Der Schock sitzt tief bei Pigol Bassili. "Das ist furchtbar, einfach furchtbar", sagt der 76-jährige mit zitternder Stimme. Der Priester einer der größten koptisch-orthodoxen Kirchengemeinden in Deutschland kommt derzeit kaum zum Trauern. Nach dem Anschlag auf seine Glaubensbrüder im ägyptischen Alexandria muss er den rund 1000 Mitgliedern der Frankfurter St. Markusgemeinde mehr denn je mit Rat und Trost zur Seite stehen.
"Mehrere haben bei dem Anschlag Angehörige verloren", berichtet "Vater" Bassili. Insgesamt waren bei dem Selbstmordattentat in der Neujahrsnacht 21 Menschen mit in den Tod gerissen worden. "Viele Familien suchen jetzt das Gespräch mit mir, sie sind besorgt." Vor allem, weil weitere Anschläge nicht ausgeschlossen werden können - auch nicht in Deutschland, wo rund 6000 koptische Christen leben und wo in Hinblick auf das bevorstehende Weihnachtsfest am 6. Januar vielerorts große Sorge herrscht.

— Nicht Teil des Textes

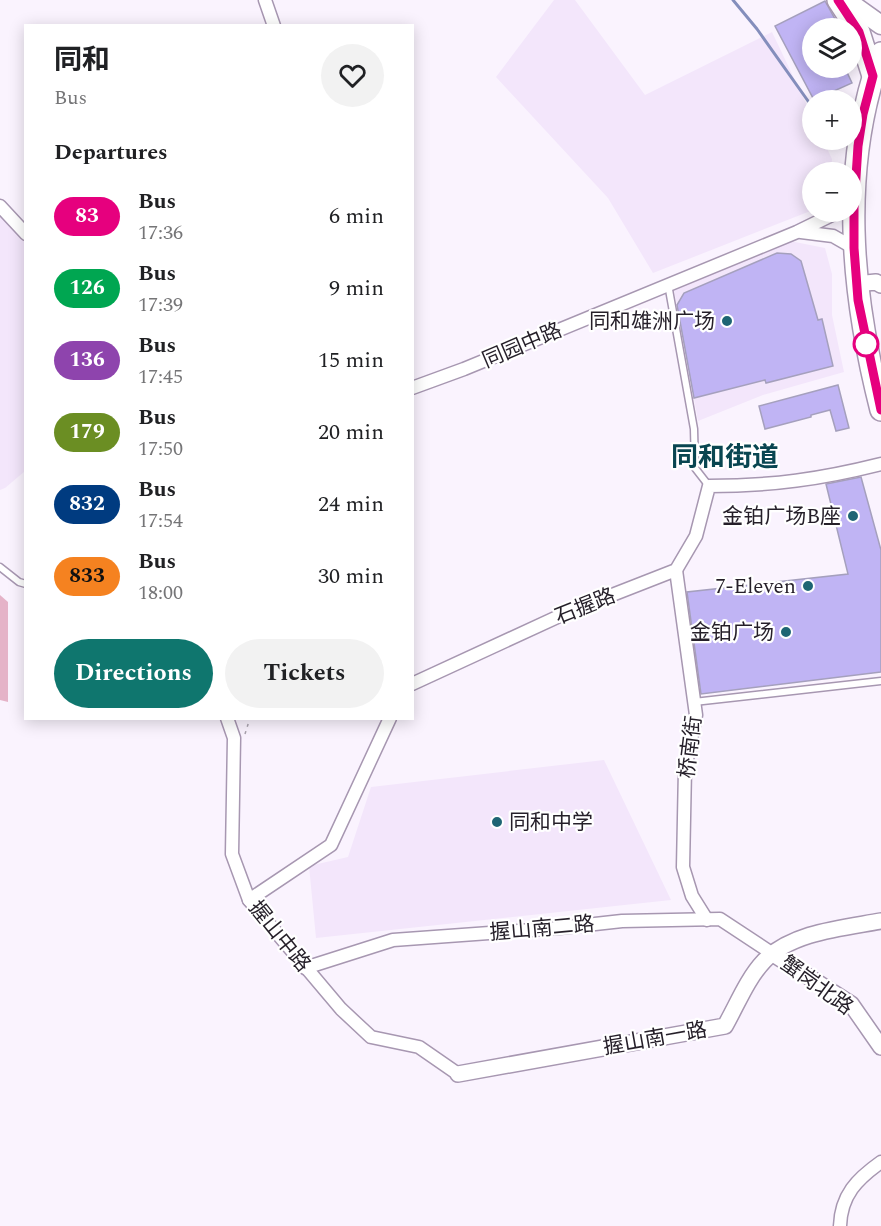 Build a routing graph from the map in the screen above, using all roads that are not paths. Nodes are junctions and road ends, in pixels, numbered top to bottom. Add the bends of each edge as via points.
1 (265, 0) edge
2 (838, 0) edge
3 (846, 0) edge
4 (862, 0) edge
5 (881, 14) edge
6 (273, 24) edge
7 (881, 26) edge
8 (881, 53) edge
9 (873, 76) junction
10 (855, 162) edge
11 (0, 206) edge
12 (815, 222) edge
13 (850, 222) edge
14 (24, 232) edge
15 (797, 232) junction
16 (854, 248) junction
17 (668, 284) junction
18 (856, 284) junction
19 (881, 285) edge
20 (414, 387) edge
21 (881, 410) edge
22 (881, 464) edge
23 (709, 486) junction
24 (0, 567) edge
25 (676, 570) junction
26 (24, 583) edge
27 (881, 681) edge
28 (414, 683) edge
29 (694, 702) junction
30 (228, 720) edge
31 (389, 720) edge
32 (249, 900) junction
33 (707, 920) junction
34 (881, 921) edge
35 (773, 954) junction
36 (305, 968) junction
37 (881, 1047) edge
38 (458, 1074) joint
39 (881, 1162) edge
40 (840, 1226) edge

1 - 6 street
2 - 9 highway via 859,32
3 - 7 main road
4 - 5 main road
8 - 9 highway
9 - 10 highway
11 - 14 street
12 - 15 street, 同园中路
13 - 16 highway
15 - 16 street via 826,234
15 - 17 street, 同园中路
16 - 18 highway
17 - 20 street, 同园中路
17 - 23 lane via 694,429 695,468
18 - 19 street
18 - 21 highway
22 - 23 street via 813,479
23 - 25 street via 696,536
24 - 26 lane
25 - 28 street, 石握路 via 566,613
25 - 29 street, 桥南街
27 - 29 lane
29 - 33 street, 桥南街 via 696,715 685,769 683,867 692,896
30 - 32 street, 握山中路 via 234,738 232,854
31 - 32 street via 331,845
32 - 36 street, 握山中路
33 - 35 street, 握山南二路 via 720,919
33 - 36 street, 握山南二路 via 622,921 393,940
34 - 35 street, 握山南一路 via 810,934
35 - 37 street, 蟹岗北路 via 851,1004
35 - 38 street, 握山南一路 via 755,973 725,1026
36 - 38 street, 握山中路 via 371,1037 419,1047
39 - 40 street via 850,1190 841,1209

Aus Angst vor Anschlägen werden auch die Sicherheitsvorkehrungen für die Kopten in Deutschland auf den Prüfstand gestellt. Der Bischof der hiesigen Kopten, Anba Damian, hat sich hilfesuchend auch an das Bundesinnenministerium gewandt: "Die Kriminalpolizei hat uns mehrfach vor Überfällen durch radikale Muslime auf unsere Christmette gewarnt." Das Bundeskriminalamt (BKA) bestätigte am Montag, dass die Landespolizeibehörden an Heiligabend über "allgemeine Anschlagsdrohungen" gegen die Kopten informiert wurden. Entsprechende Hinweise im Internet habe es bereits vor Weihnachten gegeben.
Priester: "Wir werden ganz normal Weihnachten feiern"
Die Sicherheitsbehörden in Frankfurt nehmen die Warnungen ernst: "Wir werden geeignete Maßnahmen treffen", sagte Polizeisprecher Jürgen Linker am Abend, ohne Details zu nennen. Man sei im Gespräch mit der Gemeinde. Linker warnte jedoch zugleich davor, eine Gefahr "herbeizureden".
Auch Pigol Bassili legt Wert darauf, dass die Christmette wie gewohnt über die Bühne geht: "Am Donnerstagabend um 20 Uhr geht es los, wir werden ganz normal Weihnachten feiern." Allerdings werde der Gottesdienst früher enden als sonst, damit die Gläubigen nicht wie sonst erst lange nach Mitternacht nach Hause gehen können. "Viele fühlen sich eben doch ein bisschen unwohl", sagt der ägyptische Priester.
Die Gemeinde will sich durch die Tat der Terroristen ihr Fest nicht verderben lassen - Solidarität mit den Glaubensbrüdern in der Heimat hat aber oberste Priorität. "Am kommenden Samstag veranstalten wir ein ökumenisches Gebet, in Gedenken an die Opfer von Alexandria", kündigt Bassili an. Wie sonst auch stünden die Kirchentüren weit offen. "Jeder ist eingeladen, egal welcher Religion oder Nationalität. Hauptsache, er trägt keine Bombe unter dem Hemd."